**Data entries:**
════════

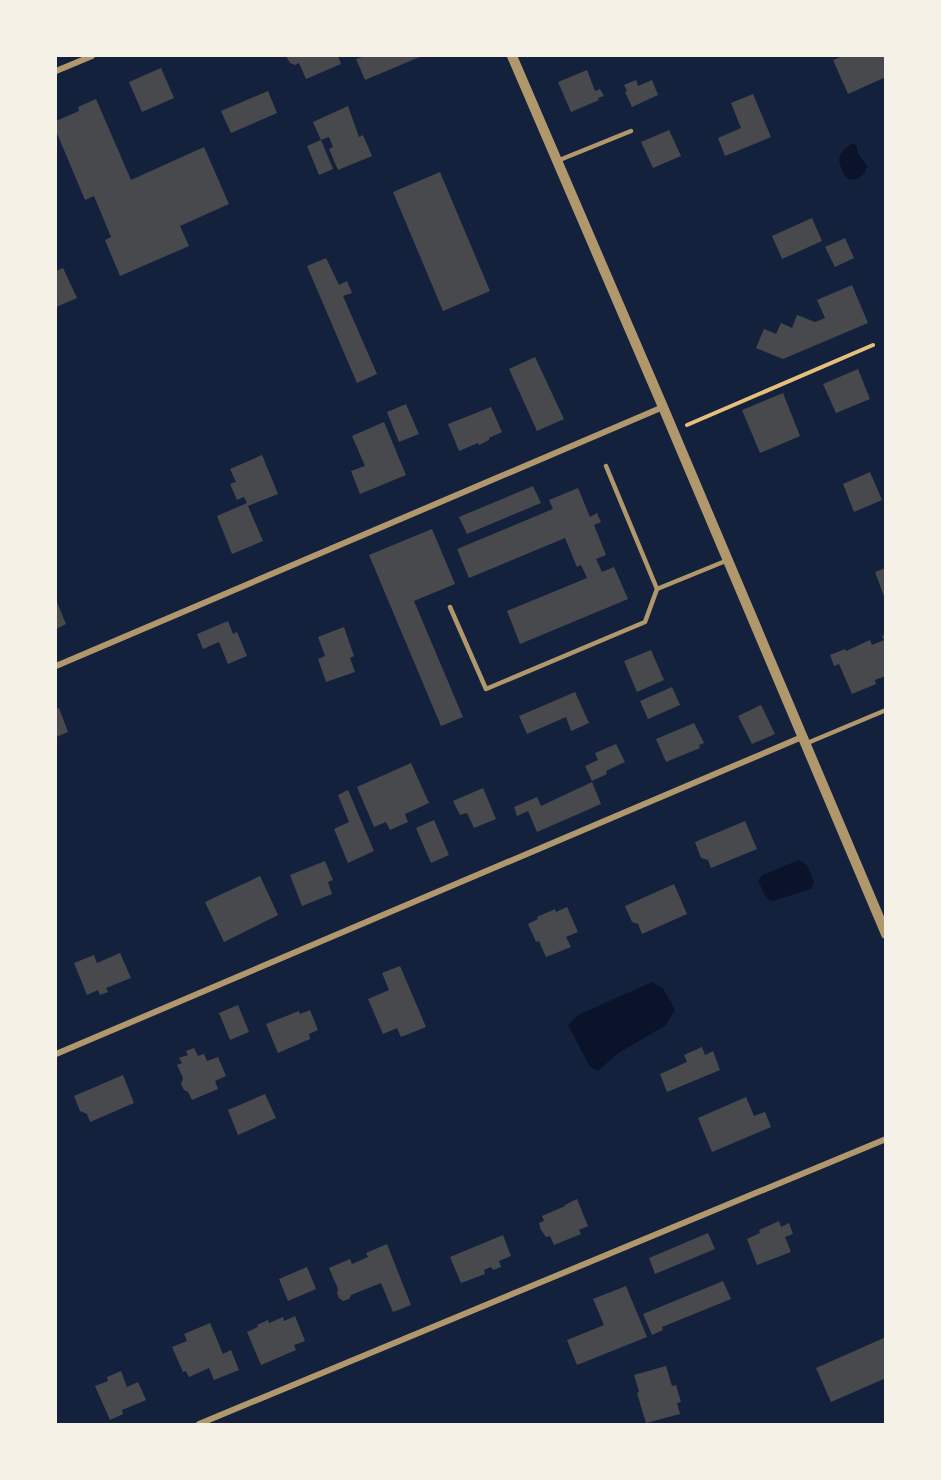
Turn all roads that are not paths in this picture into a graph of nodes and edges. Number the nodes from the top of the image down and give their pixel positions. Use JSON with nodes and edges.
{"nodes":[{"id":1,"x":92,"y":56,"type":"edge"},
{"id":2,"x":512,"y":56,"type":"edge"},
{"id":3,"x":56,"y":71,"type":"edge"},
{"id":4,"x":631,"y":131,"type":"dead end"},
{"id":5,"x":557,"y":161,"type":"junction"},
{"id":6,"x":663,"y":407,"type":"junction"},
{"id":7,"x":606,"y":466,"type":"dead end"},
{"id":8,"x":728,"y":560,"type":"junction"},
{"id":9,"x":657,"y":589,"type":"junction"},
{"id":10,"x":450,"y":607,"type":"dead end"},
{"id":11,"x":56,"y":666,"type":"edge"},
{"id":12,"x":885,"y":710,"type":"edge"},
{"id":13,"x":803,"y":740,"type":"junction"},
{"id":14,"x":885,"y":934,"type":"edge"},
{"id":15,"x":56,"y":1054,"type":"edge"},
{"id":16,"x":885,"y":1139,"type":"edge"},
{"id":17,"x":199,"y":1425,"type":"edge"}],
"edges":[{"from":1,"to":3,"type":"street"},
{"from":2,"to":5,"type":"street"},
{"from":4,"to":5,"type":"lane"},
{"from":5,"to":6,"type":"street"},
{"from":6,"to":8,"type":"street"},
{"from":6,"to":11,"type":"street"},
{"from":7,"to":9,"type":"lane"},
{"from":8,"to":9,"type":"lane"},
{"from":8,"to":13,"type":"street"},
{"from":9,"to":10,"type":"lane"},
{"from":12,"to":13,"type":"lane"},
{"from":13,"to":14,"type":"street"},
{"from":13,"to":15,"type":"street"},
{"from":16,"to":17,"type":"street"}]}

════════

**Required work:** All of the data above should be transcribed verbatim, with pictures omitted.

**Result of this task:**
Turn all roads that are not paths in this picture into a graph of nodes and edges. Number the nodes from the top of the image down and give their pixel positions. Use JSON with nodes and edges.
{"nodes":[{"id":1,"x":92,"y":56,"type":"edge"},
{"id":2,"x":512,"y":56,"type":"edge"},
{"id":3,"x":56,"y":71,"type":"edge"},
{"id":4,"x":631,"y":131,"type":"dead end"},
{"id":5,"x":557,"y":161,"type":"junction"},
{"id":6,"x":663,"y":407,"type":"junction"},
{"id":7,"x":606,"y":466,"type":"dead end"},
{"id":8,"x":728,"y":560,"type":"junction"},
{"id":9,"x":657,"y":589,"type":"junction"},
{"id":10,"x":450,"y":607,"type":"dead end"},
{"id":11,"x":56,"y":666,"type":"edge"},
{"id":12,"x":885,"y":710,"type":"edge"},
{"id":13,"x":803,"y":740,"type":"junction"},
{"id":14,"x":885,"y":934,"type":"edge"},
{"id":15,"x":56,"y":1054,"type":"edge"},
{"id":16,"x":885,"y":1139,"type":"edge"},
{"id":17,"x":199,"y":1425,"type":"edge"}],
"edges":[{"from":1,"to":3,"type":"street"},
{"from":2,"to":5,"type":"street"},
{"from":4,"to":5,"type":"lane"},
{"from":5,"to":6,"type":"street"},
{"from":6,"to":8,"type":"street"},
{"from":6,"to":11,"type":"street"},
{"from":7,"to":9,"type":"lane"},
{"from":8,"to":9,"type":"lane"},
{"from":8,"to":13,"type":"street"},
{"from":9,"to":10,"type":"lane"},
{"from":12,"to":13,"type":"lane"},
{"from":13,"to":14,"type":"street"},
{"from":13,"to":15,"type":"street"},
{"from":16,"to":17,"type":"street"}]}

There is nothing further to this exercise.